Frankie: [v.o.] After a few plays, something weird happened. Those kids were throwing and chasing and laughing like a bunch of Donahues.

Quote from Frankie

Frankie: [v.o.] Later, the kids came inside and had dessert together. And to my utter amazement, Axl didn't pretend to commit suicide once. There were no two ways about it. Mike was onto something. Suffice to say the kids weren't the only ones who got along especially well that night. Which is good because the next day? Not so relaxing for Mike.

Quote from Mike

Mike: Hey, guys.
Dave: Mike, we just got our bonus checks, and we need to talk to you. Jim has prepared a statement from all of us.
Mike: Oh, man. I know it's not what you expected, but you have to understand what we're going through.
Jim: "In these difficult times, it is rare to have a boss who is not only generous, but also is who a boss." Well, that can't be right.
Dave: I told you to proofread it.
Mike: Hold on. I was generous? How generous was I? Oh, my God.
Jim: Mike, we want you to know, you didn't just give us money this year. You gave hope back to our families.

Quote from Mike

Frankie: So, what are you gonna do?
Mike: I don't know. I guess I gotta find a way to take back hope from a bunch of guys who use dynamite for a living.

Quote from Frankie

Sue: Hey!
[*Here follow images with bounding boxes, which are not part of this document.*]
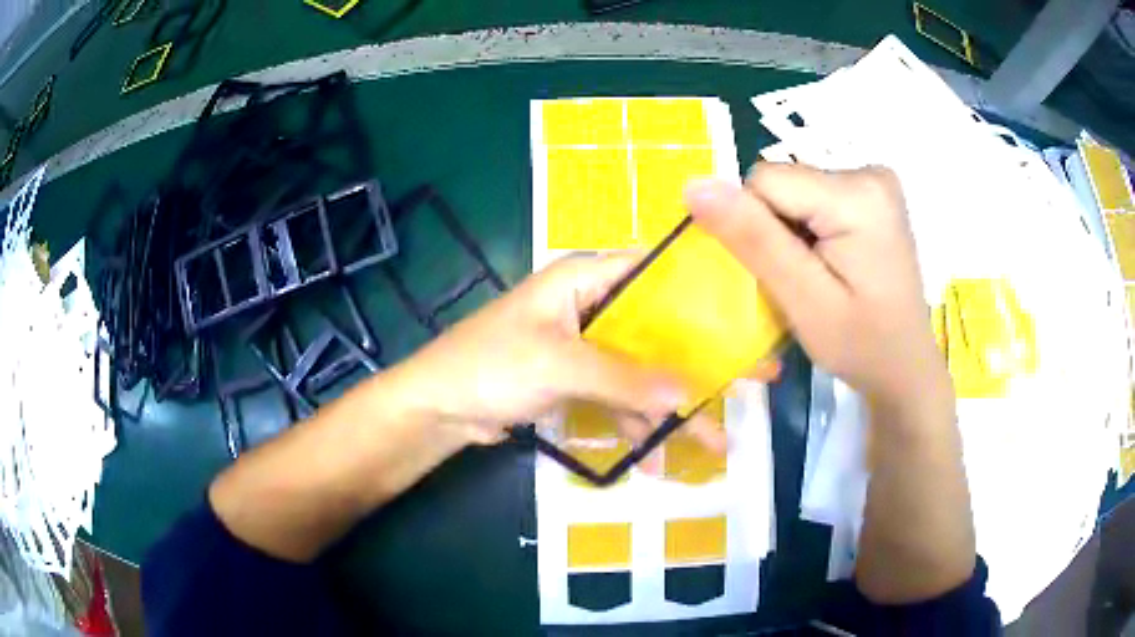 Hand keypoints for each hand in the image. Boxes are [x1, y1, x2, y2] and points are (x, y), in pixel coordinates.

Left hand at [394, 252, 727, 456]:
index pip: (655, 272)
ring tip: (718, 440)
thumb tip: (689, 394)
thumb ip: (624, 377)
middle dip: (702, 359)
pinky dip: (638, 424)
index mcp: (584, 279)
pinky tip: (660, 457)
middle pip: (659, 329)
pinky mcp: (576, 382)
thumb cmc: (489, 366)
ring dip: (674, 406)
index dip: (701, 290)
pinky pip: (620, 397)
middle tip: (756, 378)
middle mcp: (591, 306)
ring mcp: (585, 347)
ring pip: (643, 370)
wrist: (437, 409)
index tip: (746, 312)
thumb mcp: (558, 364)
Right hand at [685, 164, 949, 411]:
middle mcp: (868, 171)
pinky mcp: (872, 192)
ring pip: (794, 191)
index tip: (785, 273)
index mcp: (857, 193)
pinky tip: (833, 263)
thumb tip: (694, 185)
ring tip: (821, 276)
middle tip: (805, 281)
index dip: (757, 227)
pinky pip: (813, 197)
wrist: (905, 366)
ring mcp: (874, 179)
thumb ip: (753, 239)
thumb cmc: (861, 345)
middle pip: (782, 183)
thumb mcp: (804, 301)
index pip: (765, 181)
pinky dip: (810, 230)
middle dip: (777, 231)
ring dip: (793, 232) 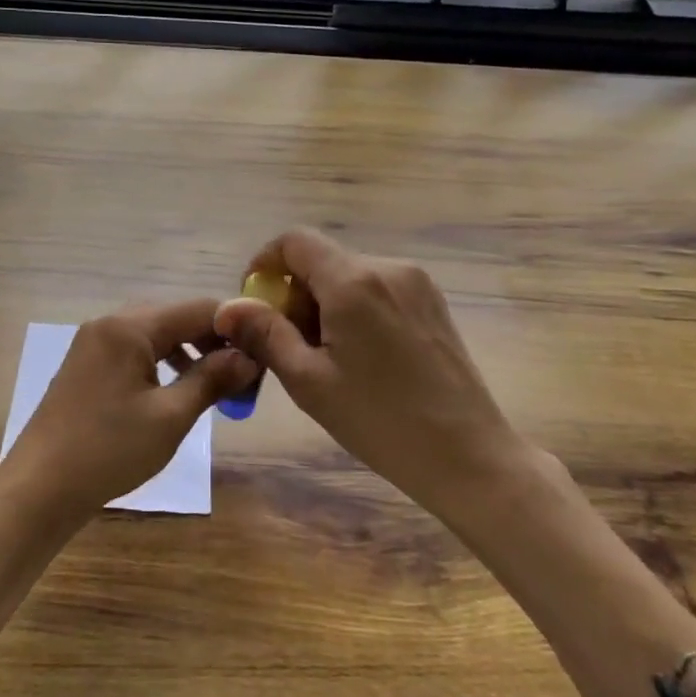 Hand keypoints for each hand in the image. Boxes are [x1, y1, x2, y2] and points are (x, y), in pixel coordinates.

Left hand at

You guys ready for football?
Frankie: What's that now?
Axl: Come on, kids versus the elderly. Let's go.
Frankie: Oh, guys, we have both had really hard days. Why don't you play without us?
Brick: But it won't be any fun without you.
Frankie: [v.o.] Yup, the kids had such a good time, they wanted to do it the next night. And the next night. And the next night. Turns out there is a way to bond your kids, have tons of family fun together. Only trouble is, it requires spending a whole lot of time with them.
Frankie: All right, let's let them win quick and get back in here while the couch is still warm. [Mike clicks his tongue]

Quote from Mike

Mike: My knee went out for a second. I'm gonna have to sit this one out. [tosses the ball to Frankie]
Sue: Oh. Well, Mom, you're still coming, right?
Frankie: Yeah, I'll be right there.
Sue: Phew!
Frankie: Mike.
Mike: I think I might've pulled a ligament. Better walk this off.
Frankie: I can't believe you're bailing on me. Football was your idea.
Mike: Yep, and the knee was my idea too. I'm on a roll.
Frankie: Mike, they're not gonna play if we don't go out there.
Mike: Frankie, we can't do this every day. It's not our job to entertain them. Either they're gonna get along or they won't. It's not up to us.
Frankie: You know what that sounds like to me? The excuse of a lazy, lazy parent. Well, you know what? I'm not gonna be lazy.

Quote from Frankie

Frankie: I was dragging my sorry butt out here every night because I thought it'd help you love each other. But, no, we're right back to where we started. Well, you know what I say? Love each other, don't love each other, I'm done.
[After Frankie throws the ball down on the ground, it bounces up and hits her in the nose]
Frankie: Ow. Ow!
Brick: Mom, are you okay?
Frankie: No, it hurts like hell. [kids laugh]
Frankie: [v.o.] So my plan to bring the kids closer hadn't worked the way I wanted.
Frankie: Come on, guys, stop laughing.
Axl: That was awesome, Mom.
Sue: Okay, I'm sorry, Mom, but that was hilarious.
Brick: And when you fell down, you rolled through dog poo.
Frankie: But I had given them a story they were gonna share and enjoy long after I was gone.

Quote from Frankie

Brick: So then she spiked the ball and it bounced back right off her face.
Mike: [chuckles] Off her face.
Sue: Yeah. And Axl does this great impression. Do it, Axl. It's really, really funny.
Axl: Okay, okay. Well, okay, so I'm Mom. She's out there, got the ball, she's like...
Frankie: [v.o.] Isn't that what bonds kids after all? The eye-rolling, the laughing together over the stupid things we do? I think so. Or maybe that's just the excuse of a lazy, lazy parent. Either way, I'm doing the best I can.

Quote from Nancy Donahue

Frankie: Yeah, come in.
Nancy: Hey, madam chairwoman.
Frankie: Hey, Nancy. What's up?
Nancy: I just came by because people were complaining they hadn't gotten their wreaths yet.
Frankie: I only brought them home last night.
Nancy: You're doing awesome. I just set the bar really high.